Problem requirements:
Work through the data line by line, gathering every line that has the word "wherever".

Provided data:

= = = = = = =

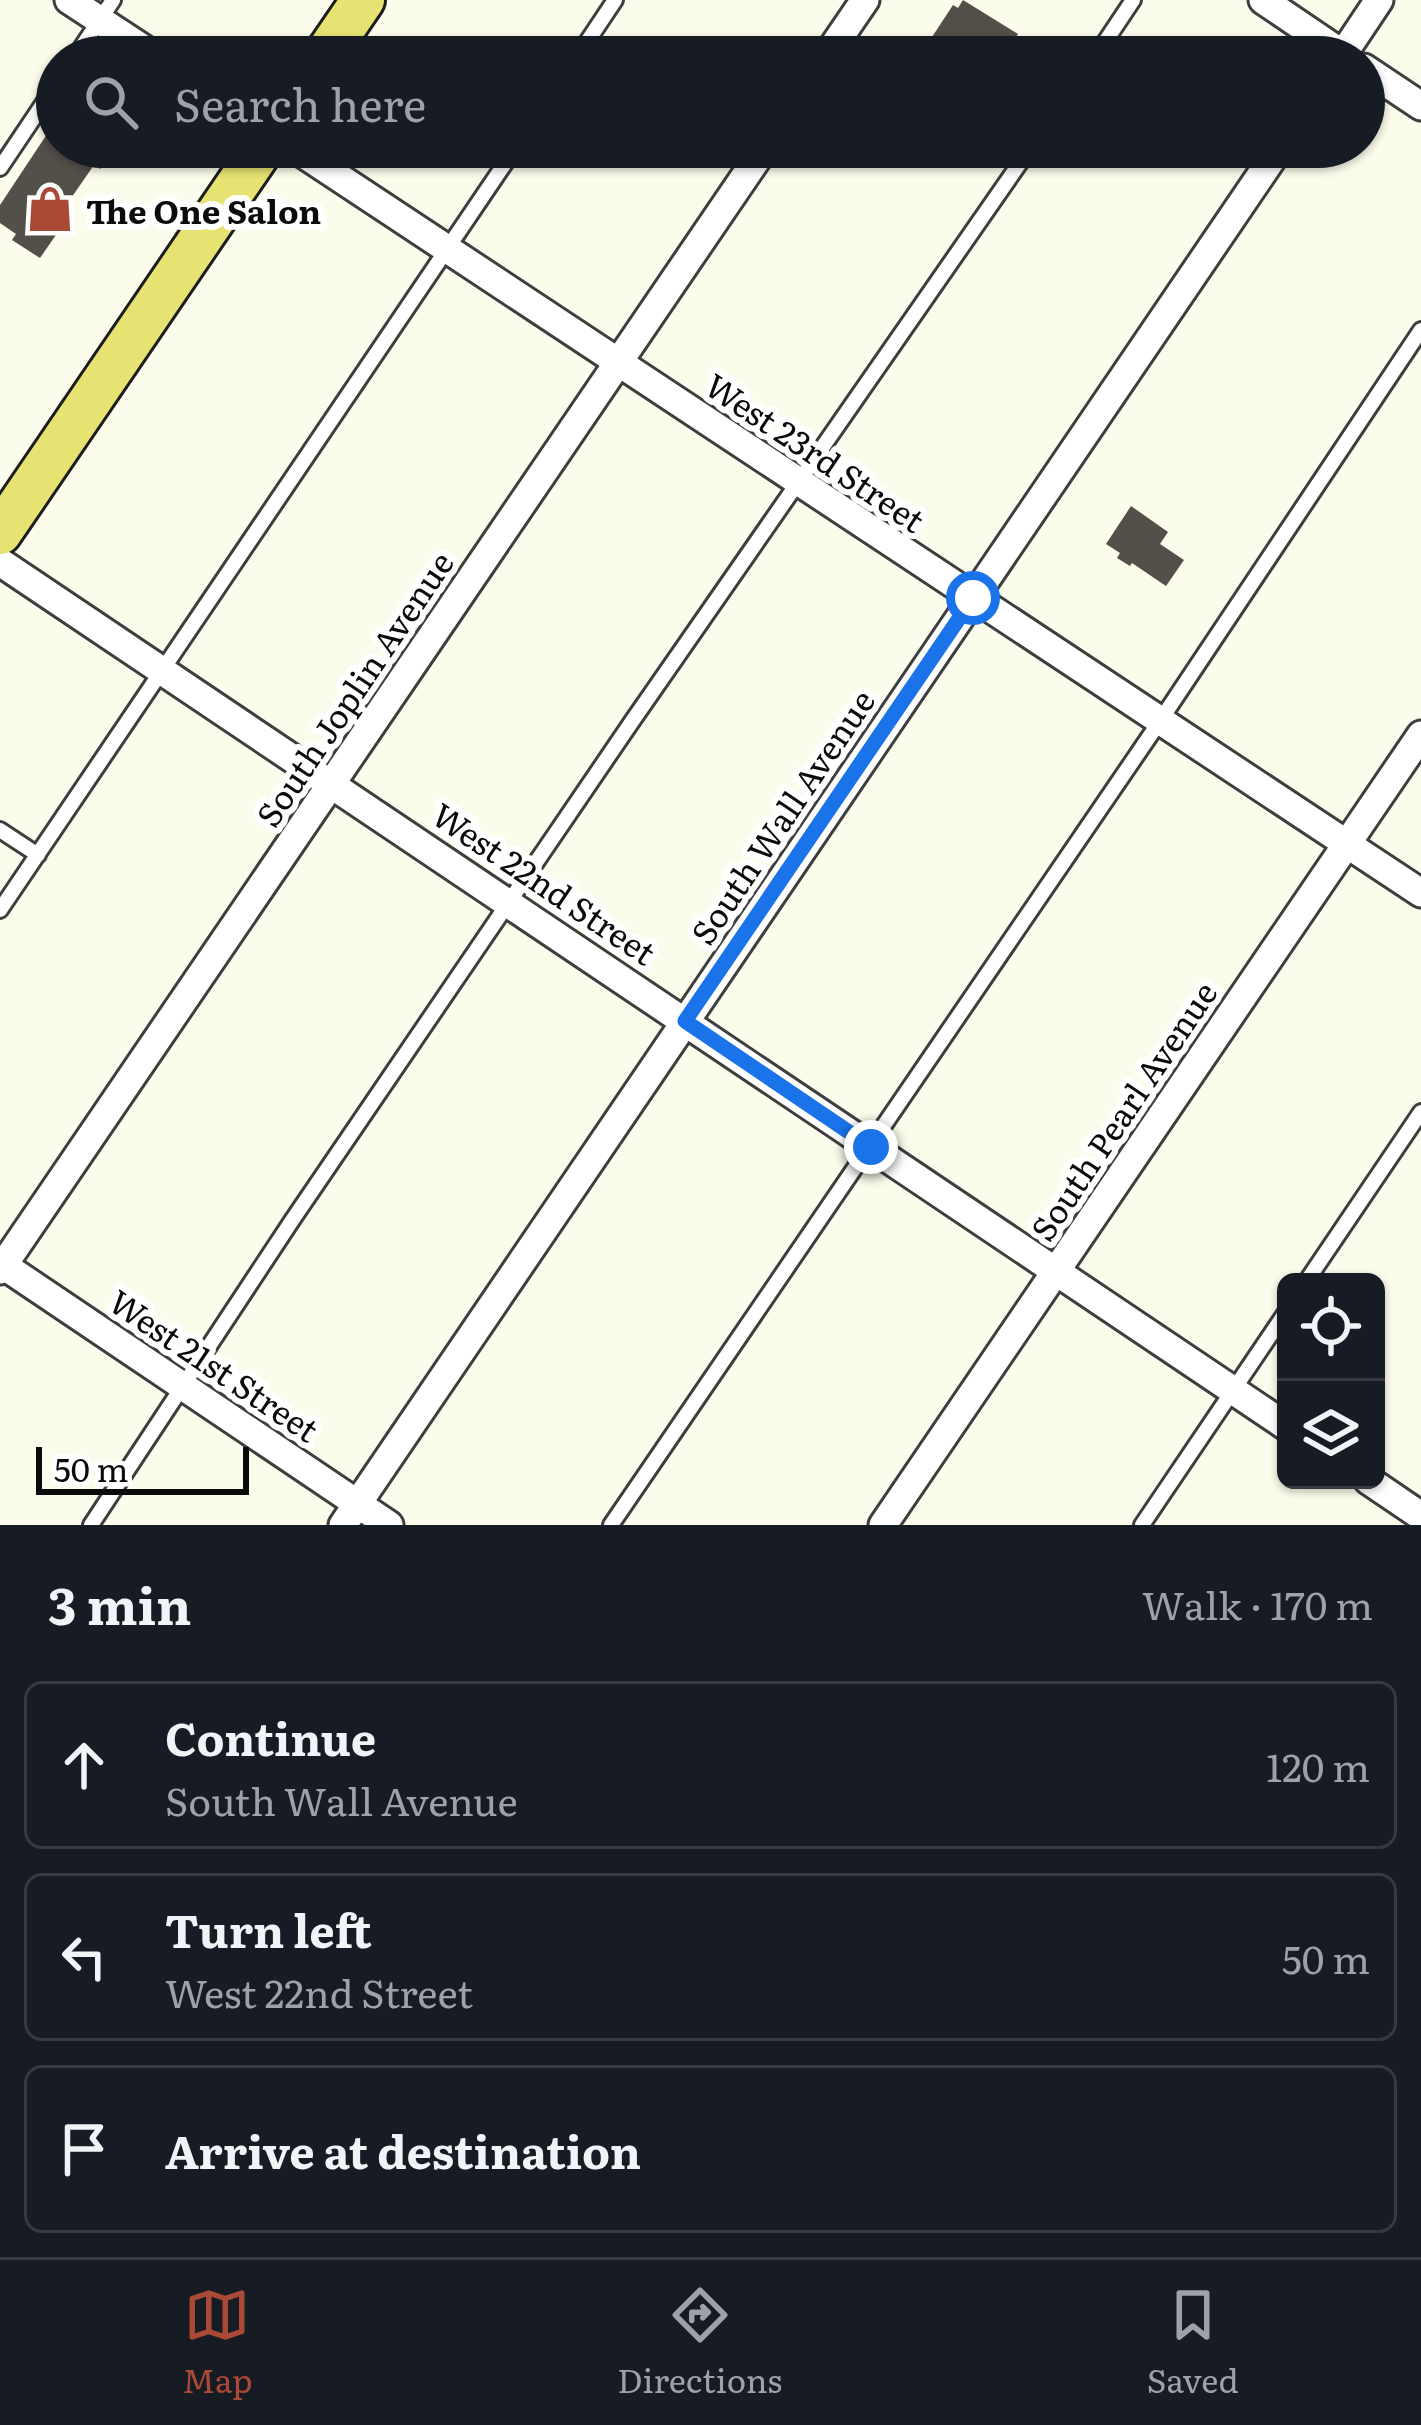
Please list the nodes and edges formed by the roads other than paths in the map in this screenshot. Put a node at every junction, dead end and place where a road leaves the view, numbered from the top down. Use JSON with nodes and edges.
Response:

= = = = = = =

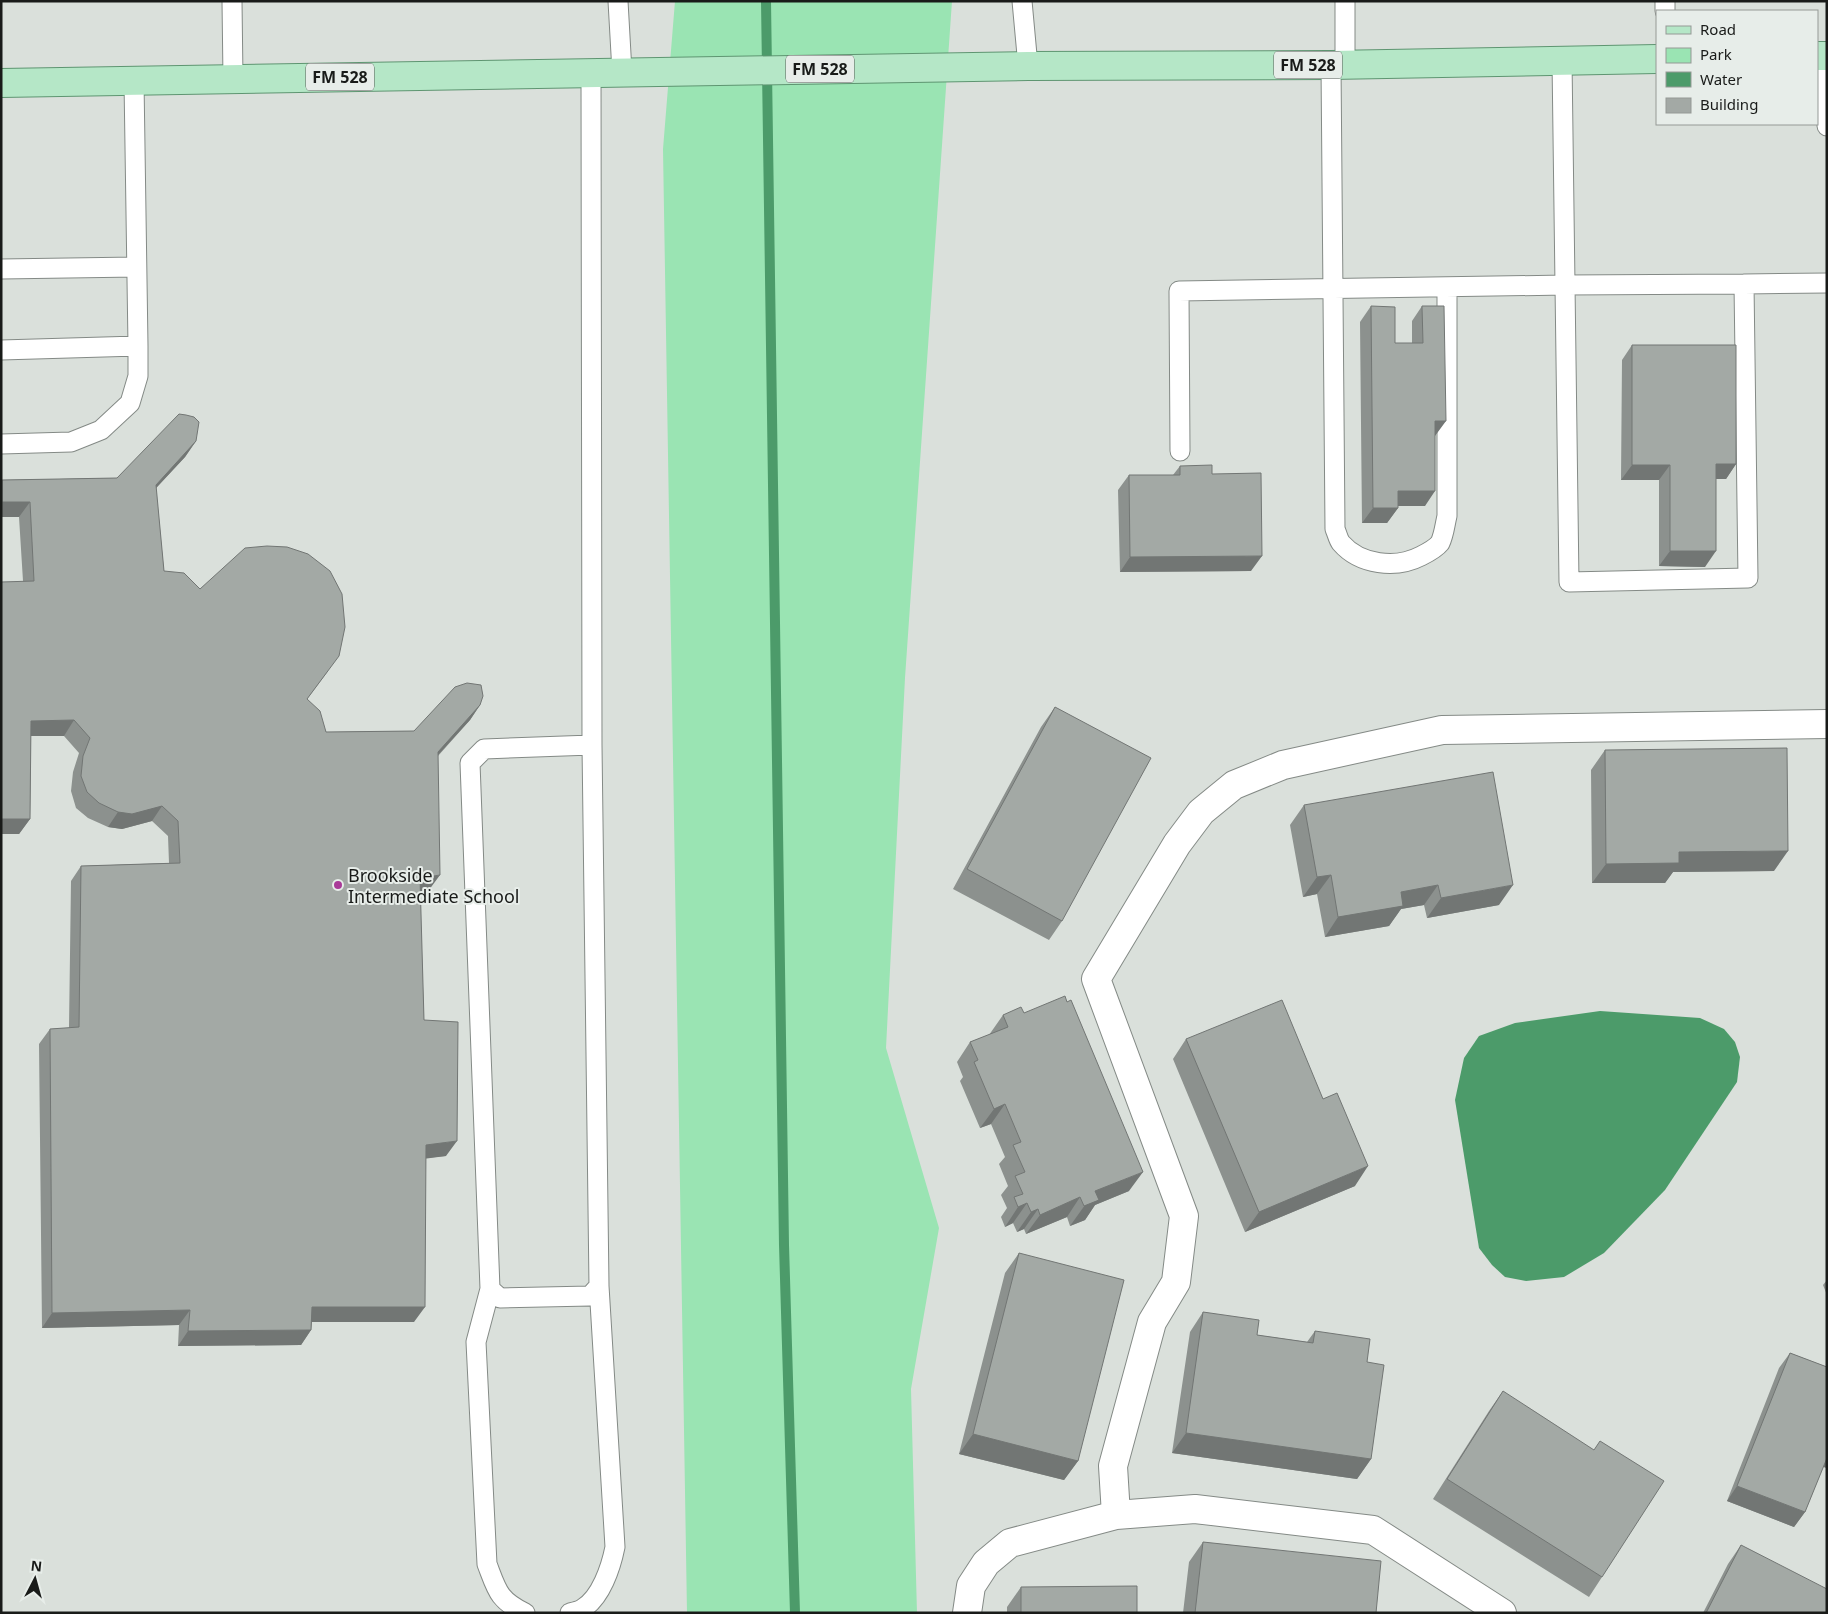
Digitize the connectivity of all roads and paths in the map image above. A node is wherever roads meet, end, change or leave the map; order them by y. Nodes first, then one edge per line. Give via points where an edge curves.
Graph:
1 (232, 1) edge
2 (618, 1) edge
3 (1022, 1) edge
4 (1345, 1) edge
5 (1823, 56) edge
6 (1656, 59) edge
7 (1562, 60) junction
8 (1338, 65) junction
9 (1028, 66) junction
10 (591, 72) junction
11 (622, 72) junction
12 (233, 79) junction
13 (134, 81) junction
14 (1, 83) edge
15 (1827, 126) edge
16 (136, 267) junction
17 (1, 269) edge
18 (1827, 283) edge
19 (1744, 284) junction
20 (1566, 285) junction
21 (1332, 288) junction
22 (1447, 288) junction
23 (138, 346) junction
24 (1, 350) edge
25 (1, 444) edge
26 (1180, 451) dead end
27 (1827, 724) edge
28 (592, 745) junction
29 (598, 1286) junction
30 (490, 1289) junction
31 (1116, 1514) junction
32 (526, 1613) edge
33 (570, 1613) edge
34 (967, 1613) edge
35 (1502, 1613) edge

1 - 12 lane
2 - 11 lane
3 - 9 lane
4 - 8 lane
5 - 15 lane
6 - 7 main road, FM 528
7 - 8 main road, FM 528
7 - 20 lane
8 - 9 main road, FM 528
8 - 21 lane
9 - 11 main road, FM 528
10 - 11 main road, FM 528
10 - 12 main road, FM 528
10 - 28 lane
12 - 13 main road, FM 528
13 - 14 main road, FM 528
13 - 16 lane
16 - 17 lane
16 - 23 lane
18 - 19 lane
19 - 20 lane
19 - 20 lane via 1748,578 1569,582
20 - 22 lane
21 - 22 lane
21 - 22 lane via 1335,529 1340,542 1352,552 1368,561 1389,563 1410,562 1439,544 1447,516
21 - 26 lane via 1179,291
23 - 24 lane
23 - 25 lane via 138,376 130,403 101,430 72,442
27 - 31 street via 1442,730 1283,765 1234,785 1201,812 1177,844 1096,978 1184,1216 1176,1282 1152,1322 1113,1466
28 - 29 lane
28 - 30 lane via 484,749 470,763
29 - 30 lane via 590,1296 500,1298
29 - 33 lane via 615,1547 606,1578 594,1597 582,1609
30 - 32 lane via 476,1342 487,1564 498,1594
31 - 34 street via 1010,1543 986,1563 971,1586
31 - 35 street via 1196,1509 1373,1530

= = = = = = =

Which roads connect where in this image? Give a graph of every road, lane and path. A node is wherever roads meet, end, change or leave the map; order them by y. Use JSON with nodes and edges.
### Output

= = = = = = =

Solution to this exercise:
Digitize the connectivity of all roads and paths in the map image above. A node is wherever roads meet, end, change or leave the map; order them by y. Nodes first, then one edge per line. Give via points where an edge curves.
Which roads connect where in this image? Give a graph of every road, lane and path. A node is wherever roads meet, end, change or leave the map; order them by y. Use JSON with nodes and edges.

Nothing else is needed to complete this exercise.